Body weight and body composition change (A and B) Body weight change (A), relative body weight change (B) for the low-carbohydrate diet (LCD), 8-h time-restricted eating (TRE), and combination treatment (Both) groups during the 3-month intervention period. (C–I) Mean decrease in (C) body weight after 1, 2, and 3 months among three groups. Change in (D) waist circumstance, (E) hip circumstance, (F) body fat mass, (G) waist-to-hip ratio (WHR), (H) subcutaneous fat area (SFA), (I) visceral fat area (VFA) among three groups after 3 months of the intervention. For (A) and (D)–(I), analyses were conducted using all participants (intention-to-treat) using a linear mixed model with randomized dietary intervention as factor to correct for the correlations of repeated measurements on changes in body weight and using a multiple imputation approach for other missing data.

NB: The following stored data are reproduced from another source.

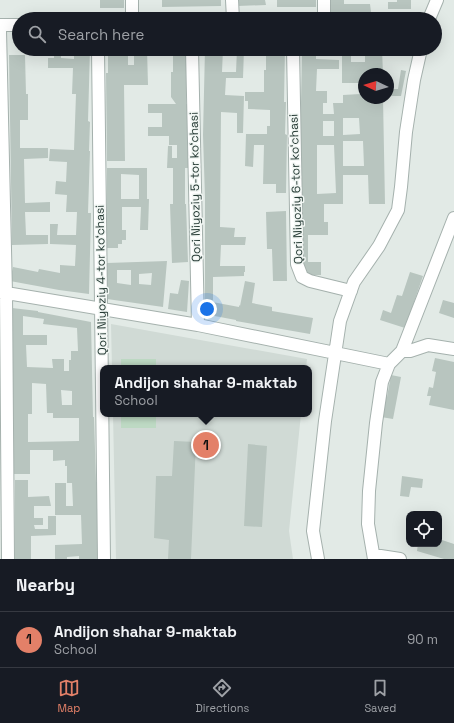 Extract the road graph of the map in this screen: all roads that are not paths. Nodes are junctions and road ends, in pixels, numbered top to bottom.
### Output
1 (132, 0) edge
2 (232, 0) edge
3 (324, 0) edge
4 (436, 0) edge
5 (132, 12) edge
6 (232, 12) edge
7 (324, 12) edge
8 (432, 12) edge
9 (0, 25) edge
10 (12, 25) edge
11 (0, 30) edge
12 (98, 56) edge
13 (192, 56) edge
14 (293, 56) edge
15 (419, 56) edge
16 (454, 218) edge
17 (351, 291) junction
18 (3, 292) edge
19 (102, 309) junction
20 (198, 325) junction
21 (454, 349) edge
22 (402, 351) junction
23 (337, 353) junction
24 (389, 364) junction
25 (102, 365) edge
26 (103, 417) edge
27 (374, 557) edge
28 (8, 559) edge
29 (104, 559) edge
30 (318, 559) edge
31 (400, 559) edge

1 - 5 street
2 - 6 street
3 - 7 street
4 - 8 street
9 - 10 street
11 - 18 street
12 - 19 street, Qori Niyoziy 4-tor koʻchasi
13 - 20 street, Qori Niyoziy 5-tor koʻchasi
14 - 17 street, Qori Niyoziy 6-tor koʻchasi
15 - 17 street
16 - 22 street
17 - 23 street
18 - 19 street
18 - 28 street
19 - 20 street
19 - 25 street, Qori Niyoziy 4-tor koʻchasi
20 - 23 street
21 - 22 street
22 - 24 street
23 - 24 street
23 - 30 street
24 - 27 street
26 - 29 street, Qori Niyoziy 4-tor koʻchasi
27 - 31 street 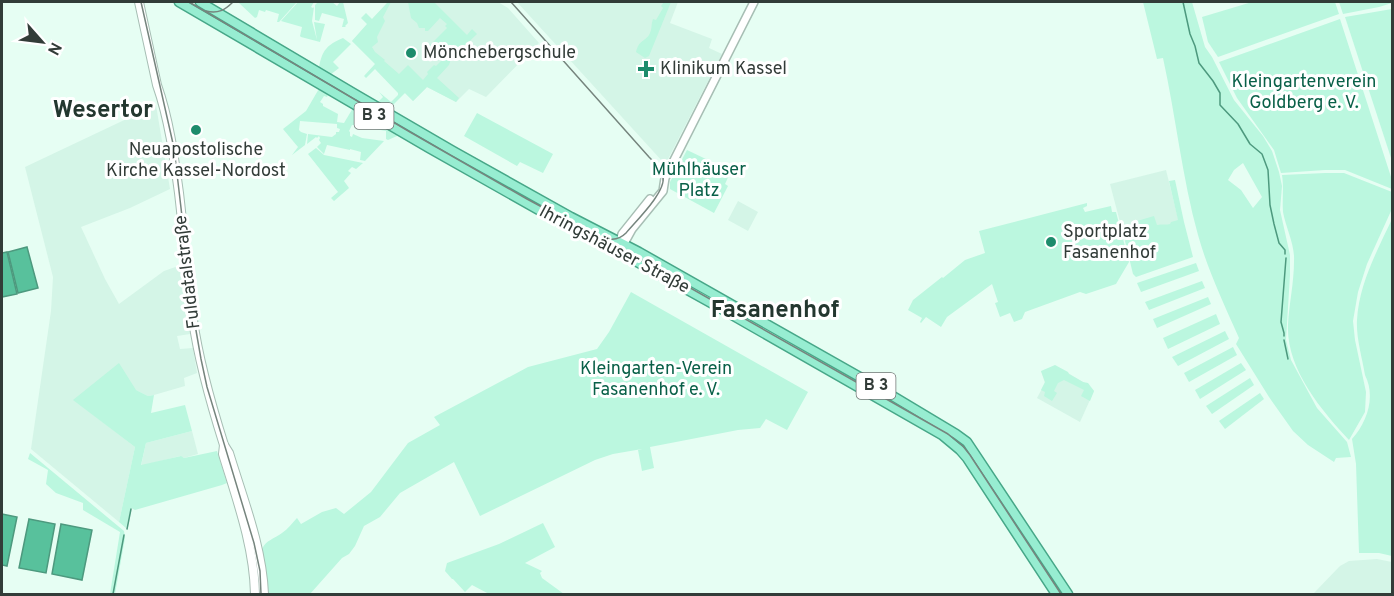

Each black data point represents an individual participant (LCD, n = 55; TRE, n = 55; Both, n = 52). Change from baseline is presented as mean ± standard error of the mean (SEM). ^#p < 0.05, ^##p < 0.01, ^###p < 0.001: pairwise comparisons of change scores between the groups (e.g., TRE versus LCD, TRE versus Both, LCD versus Both) were evaluated by t test or Mann-Whitney U test. ∗p < 0.05, ∗∗p < 0.01, ∗∗∗p < 0.001: significant differences shown at x axis compared with baseline (paired t test or paired Wilcoxon test). For (B), each column represents relative body weight change for each participant. For (C), change from baseline is presented as mean ± SEM, ^ap < 0.05, ^bp < 0.001: significant differences compared with 1 month before (paired t test).

Figure 3

Change in metabolic factors among three groups (A–J) Change in (A) fasting blood glucose (FBG), (B) uric acid, (C) hemoglobin A1c (HbA1c), (D) fasting insulin, (E) homeostasis model assessment-IS (HOMA-IS), (F) triglycerides (TG), (G) high-density lipoprotein cholesterol (HDL-c), (H) triglycerides/high-density lipoprotein cholesterol (TG/HDL-c), (I) systolic blood pressure (SBP), and (J) diastolic blood pressure (DBP) among the low-carbohydrate diet (LCD), 8-h time-restricted eating (TRE), and combination treatment (Both) groups after 3 months of the intervention. Analyses were conducted using all participants (intention-to-treat), using a multiple imputation approach for other missing data. Each black data point represents an individual participant (LCD, n = 55; TRE, n = 55; Both, n = 52). Change from baseline is presented as mean ± standard error of the mean (SEM) for normally distributed variables or the median (interquartile range) for abnormal distribution. ^#p < 0.05, ^##p < 0.01, ^###p < 0.001: pairwise comparisons of change scores between the groups (e.g., TRE versus LCD, TRE versus Both, LCD versus Both) were evaluated by t test or Mann-Whitney U test. ∗p < 0.05, ∗∗p < 0.01, ∗∗∗p < 0.001: significant differences shown at x axis compared with baseline (paired t test or paired Wilcoxon test).